Selon le bureau du maire de Barranquilla , par l'intermédiaire du ministère de la Santé , des journées de vaccination ont été organisées contre l'hépatite B , le covid-19, la grippe et, pour les femmes en âge de procréer, contre l'anatoxine tétanique .

Ils ont également mené des actions de formation sur la santé sexuelle et reproductive, dans le but d'identifier et de prévenir les infections sexuellement transmissibles . Pour cela, ils ont également livré des préservatifs, des tests rapides de détection précoce du virus de l'immunodéficience humaine (VIH) .

De même, MiRed IPS a développé des conférences pour prévenir les infections respiratoires et contrôler l'hypertension dans les prisons.

Les EPS contributifs et subventionnés ont également fourni des services de soins de santé généraux aux détenus et aux personnes temporairement privées de liberté, qui se trouvent dans les postes de police et les centres de soins immédiats .

« Ces activités individuelles ont été menées en permanence ; il y a un programme de travail pour amener la médecine préventive dans ces prisons et améliorer les conditions de santé des détenus », a déclaré Humberto Mendoza Charris , secrétaire à la Santé de Barranquilla.

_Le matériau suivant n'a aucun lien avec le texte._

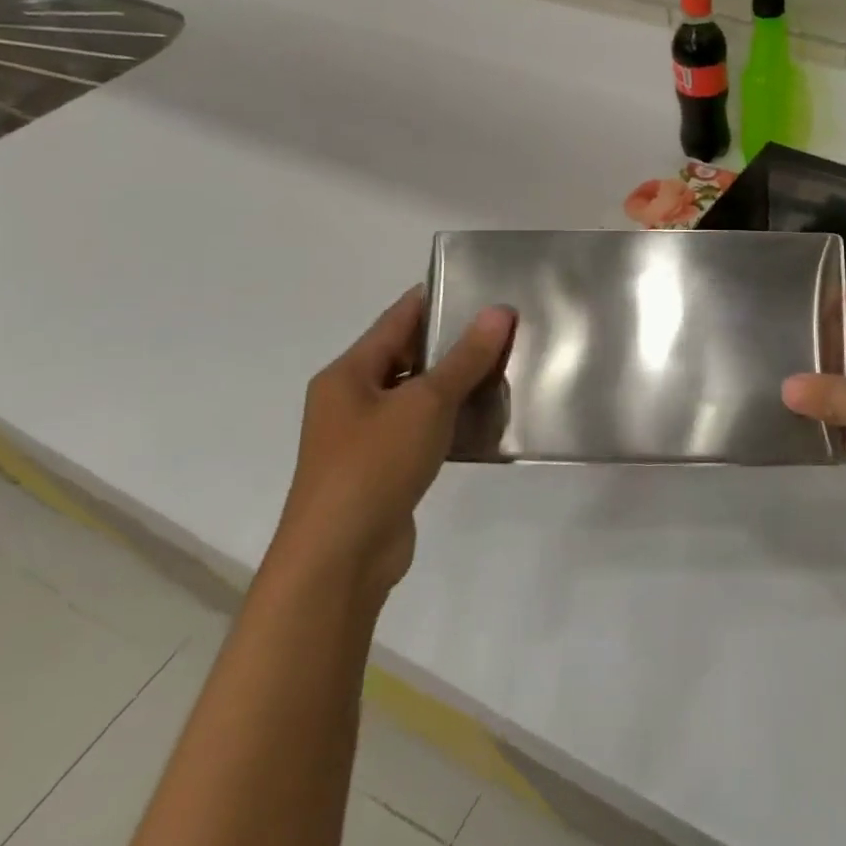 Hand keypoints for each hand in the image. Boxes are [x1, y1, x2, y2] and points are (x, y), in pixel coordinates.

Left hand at [272, 287, 513, 600]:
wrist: (340, 558)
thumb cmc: (374, 466)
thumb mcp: (426, 403)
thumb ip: (465, 358)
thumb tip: (499, 311)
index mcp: (349, 373)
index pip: (397, 319)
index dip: (437, 300)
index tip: (481, 286)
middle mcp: (351, 399)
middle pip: (407, 356)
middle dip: (453, 342)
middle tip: (506, 329)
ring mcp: (365, 436)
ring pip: (417, 394)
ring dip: (455, 383)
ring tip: (506, 368)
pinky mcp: (383, 467)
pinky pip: (421, 428)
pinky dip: (450, 419)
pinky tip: (486, 418)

Violation du droit à la santé dans les prisons colombiennes

Selon la fondation Movimiento Cárceles al Desnudo de Colombia , ils reçoivent chaque jour au moins 30 plaintes pour manque de soins de santé pour les hommes et les femmes privés de liberté. "Nous avons des personnes atteintes de maladies catastrophiques telles que le VIH , la tuberculose , le cancer , des personnes qui meurent en attendant d'être soignées", a déclaré la défenseuse des droits humains et directrice de l'organisation, Esmeralda Echeverri.

Les prisons colombiennes sont surpeuplées à 20 % , selon les données de la fondation. Cela permet aux maladies de se propager plus facilement.

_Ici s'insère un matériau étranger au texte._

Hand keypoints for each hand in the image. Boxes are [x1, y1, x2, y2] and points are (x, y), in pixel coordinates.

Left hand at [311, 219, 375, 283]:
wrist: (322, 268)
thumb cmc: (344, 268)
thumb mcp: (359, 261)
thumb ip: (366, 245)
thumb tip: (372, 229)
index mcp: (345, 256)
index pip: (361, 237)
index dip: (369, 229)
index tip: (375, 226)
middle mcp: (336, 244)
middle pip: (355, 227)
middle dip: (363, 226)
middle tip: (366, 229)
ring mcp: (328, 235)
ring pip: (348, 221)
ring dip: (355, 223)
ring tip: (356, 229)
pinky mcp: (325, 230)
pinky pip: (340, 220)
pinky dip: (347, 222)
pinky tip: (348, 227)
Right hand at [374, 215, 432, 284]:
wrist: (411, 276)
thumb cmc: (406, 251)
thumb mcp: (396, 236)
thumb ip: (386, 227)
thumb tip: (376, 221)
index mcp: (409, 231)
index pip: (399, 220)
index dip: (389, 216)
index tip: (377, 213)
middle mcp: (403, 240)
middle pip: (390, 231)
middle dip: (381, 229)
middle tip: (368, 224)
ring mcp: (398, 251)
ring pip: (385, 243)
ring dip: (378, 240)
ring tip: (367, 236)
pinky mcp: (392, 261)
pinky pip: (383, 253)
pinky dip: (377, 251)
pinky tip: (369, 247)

La tuberculose, par exemple, est l'une des maladies les plus méditées dans les prisons du pays. En 2021, on comptait déjà 97 000 détenus infectés par cette maladie qui affecte les poumons.

Et, outre les maladies physiques, il existe également des cas où la santé mentale des personnes privées de liberté n'a pas été prise en charge avec l'attention qu'elle exige. Le 5 avril 2022, la Cour constitutionnelle a rendu l'arrêt T-034-22, dans lequel elle établit que l'Inpec et l' Unité des services pénitentiaires et pénitentiaires (Uspec) ont violé le droit à la santé des détenus des prisons de Jamundí et Cómbita .

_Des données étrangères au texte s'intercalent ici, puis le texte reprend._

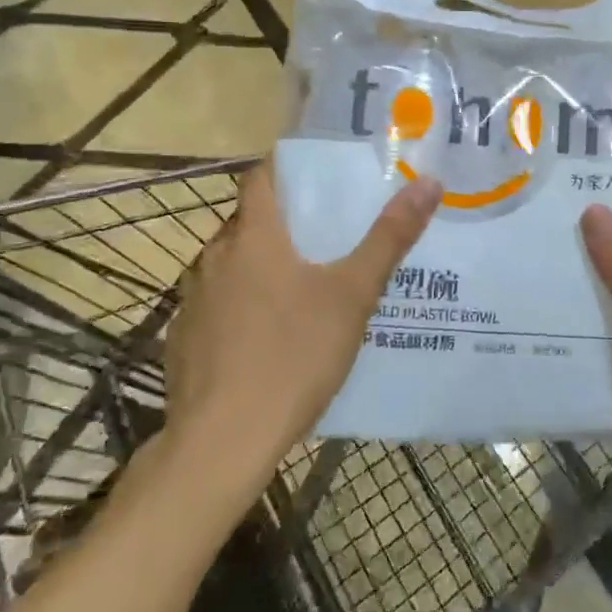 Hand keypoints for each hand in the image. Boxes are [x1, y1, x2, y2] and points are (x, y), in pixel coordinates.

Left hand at [165, 162, 441, 478]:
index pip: (260, 178)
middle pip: (248, 223)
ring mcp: (193, 301)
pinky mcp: (183, 341)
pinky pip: (216, 307)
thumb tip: (428, 182)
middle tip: (326, 234)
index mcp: (253, 238)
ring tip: (303, 285)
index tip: (317, 173)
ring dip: (260, 266)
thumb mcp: (353, 295)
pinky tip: (267, 339)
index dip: (285, 168)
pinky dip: (240, 307)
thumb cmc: (292, 356)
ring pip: (231, 266)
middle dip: (283, 222)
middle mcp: (215, 258)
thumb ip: (389, 238)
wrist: (221, 444)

Selon un bulletin de l'établissement, deux détenus desdites prisons ont déposé deux tutelles dans lesquelles ils ont fait valoir que leur droit à la santé était violé. L'un d'eux souffrait de dépression et de troubles anxieux ; un autre souffrait de schizophrénie paranoïaque et d'hallucinations auditives.

Dans la première affaire, la Cour a déclaré que le détenu n'avait pas été examiné par un spécialiste en psychiatrie , comme ses médecins traitants l'avaient ordonné. "Pour la Chambre, ce fait est tout à fait répréhensible, compte tenu du fait qu'il y avait un concept antérieur dans lequel il était averti que le détenu souffrait d'un tableau de dépression d'une telle gravité que, pour le spécialiste, il y avait un risque élevé de suicide et son état de santé était incompatible avec une incarcération formelle intra-muros », a expliqué l'institution.

Pour cette raison, la Cour constitutionnelle a ordonné à l' Uspec que la personne privée de liberté à Jamundí reçoive l'attention d'un médecin spécialisé en psychiatrie dans un délai de cinq jours.

Dans le second cas, les spécialistes avaient prévenu que l'état de santé mentale du détenu n'était pas compatible avec la vie en prison, raison pour laquelle ils avaient ordonné qu'il soit orienté vers un centre de soins psychiatriques . Cela n'a pas été fait.

Pour cette raison, l'institution du Pouvoir Judiciaire a établi dans la sentence que, dans un délai de 48 heures, l'Inpec et l'Uspec ont demandé à l' Institut National de Médecine Légale d'évaluer le détenu en psychiatrie. Ceci, pour déterminer s'il pouvait ou non rester en prison.